Les contrôles de l’égalité salariale sont en marche

mercredi, 12.07.2017

La modification de la loi ne prend pas en compte les secteurs où les femmes sont sur ou sous-représentées.

Sophie Paschoud*

Le Conseil fédéral a transmis il y a quelques jours au Parlement son message sur la modification de la loi sur l’égalité entre femmes et hommes, ainsi que son projet visant à instaurer des contrôles obligatoires de l’égalité salariale au sein des entreprises de plus de cinquante personnes (soit 2% des entreprises occupant 54% des travailleurs). Celles-ci seraient tenues d’effectuer une analyse de leurs salaires tous les quatre ans, de la faire vérifier par un «organe indépendant» (réviseur, spécialiste de l’égalité ou partenaire social) et d’en communiquer le résultat au personnel, ainsi qu’aux actionnaires via l’annexe au rapport annuel, pour ce qui concerne les sociétés cotées en bourse. Les entreprises récalcitrantes n’encourraient aucune sanction.

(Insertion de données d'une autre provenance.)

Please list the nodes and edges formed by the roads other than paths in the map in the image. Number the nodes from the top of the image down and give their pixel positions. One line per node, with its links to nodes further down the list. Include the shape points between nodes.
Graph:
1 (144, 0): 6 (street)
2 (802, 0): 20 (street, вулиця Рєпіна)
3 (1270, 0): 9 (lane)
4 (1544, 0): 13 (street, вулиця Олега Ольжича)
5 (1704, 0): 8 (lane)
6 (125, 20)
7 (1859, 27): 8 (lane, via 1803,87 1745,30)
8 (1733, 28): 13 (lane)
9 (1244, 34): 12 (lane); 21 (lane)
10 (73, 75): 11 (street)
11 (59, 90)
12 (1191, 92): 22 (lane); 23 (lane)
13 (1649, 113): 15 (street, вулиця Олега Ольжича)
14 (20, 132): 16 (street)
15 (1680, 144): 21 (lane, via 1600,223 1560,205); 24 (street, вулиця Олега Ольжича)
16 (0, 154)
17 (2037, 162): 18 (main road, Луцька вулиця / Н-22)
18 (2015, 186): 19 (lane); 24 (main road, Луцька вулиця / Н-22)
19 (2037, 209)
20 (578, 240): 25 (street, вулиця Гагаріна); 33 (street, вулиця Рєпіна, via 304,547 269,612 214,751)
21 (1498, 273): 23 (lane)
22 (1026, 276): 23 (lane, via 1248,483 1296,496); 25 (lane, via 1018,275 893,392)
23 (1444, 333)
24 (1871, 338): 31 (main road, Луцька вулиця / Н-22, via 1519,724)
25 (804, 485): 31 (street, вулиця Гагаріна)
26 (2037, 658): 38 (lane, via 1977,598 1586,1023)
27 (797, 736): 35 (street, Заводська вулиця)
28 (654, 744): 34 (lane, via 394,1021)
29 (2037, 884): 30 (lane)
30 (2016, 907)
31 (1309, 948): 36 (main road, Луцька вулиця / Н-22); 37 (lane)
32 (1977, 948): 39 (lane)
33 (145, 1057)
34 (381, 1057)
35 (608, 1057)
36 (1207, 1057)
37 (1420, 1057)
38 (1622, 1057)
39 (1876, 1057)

Il faut reconnaître qu’il est assez habile de la part du Conseil fédéral d’avoir procédé de la sorte. Alors que les syndicats, la gauche et les milieux féministes (tous bords politiques confondus) fustigent une solution aussi minimaliste, sur quelle base les organisations économiques pourraient-elles bien s’opposer à un tel projet, alors que la majorité des entreprises elle-même se dit favorable au principe des contrôles? Qu’est-ce que quelques jours de travail et les honoraires d’un expert en regard du droit fondamental à l’égalité? Assurément pas grand’chose si la mesure était propre à régler définitivement la question. Mais tel n’est évidemment pas le cas.

Au plus tard lors de la première évaluation de l’efficacité des nouvelles dispositions légales – qui doit intervenir au maximum dix ans après leur entrée en vigueur –, on constatera avec consternation que l’écart global de salaire entre hommes et femmes n’a guère reculé, que la part «inexpliquée» de cette différence (actuellement de l’ordre de 7% à 8%) est restée à peu près stable. On en conclura que les entreprises ne jouent pas le jeu et qu’il n’est ainsi d’autre solution que d’imposer des mesures contraignantes et inquisitoriales, assorties de lourdes sanctions.

Or l’erreur fondamentale consiste à tirer des conclusions péremptoires quant aux pratiques des employeurs en se fondant sur la statistique du marché du travail, qui étudie de manière globale des entreprises, métiers et secteurs différents. Aussi longtemps notamment que les femmes seront sur- ou sous-représentées dans certains types de formations et de métiers et que les activités à temps partiel resteront leur apanage, l’écart en leur défaveur sur le marché du travail subsistera. Cette situation est le reflet d’une vision de société, que l’on peut certes considérer comme scandaleuse, rétrograde et patriarcale, mais qu’on ne saurait pour autant imputer aux seuls employeurs.

L’immense majorité d’entre eux sont parfaitement conscients de leur responsabilité sociale, et pas uniquement sous l’angle limitatif et restreint de l’égalité salariale. 

Même conçue de manière peu contraignante, l’obligation d’analyse des salaires constitue à leur égard une marque de défiance, voire d’irrespect, qu’ils n’ont pour la plupart pas mérité.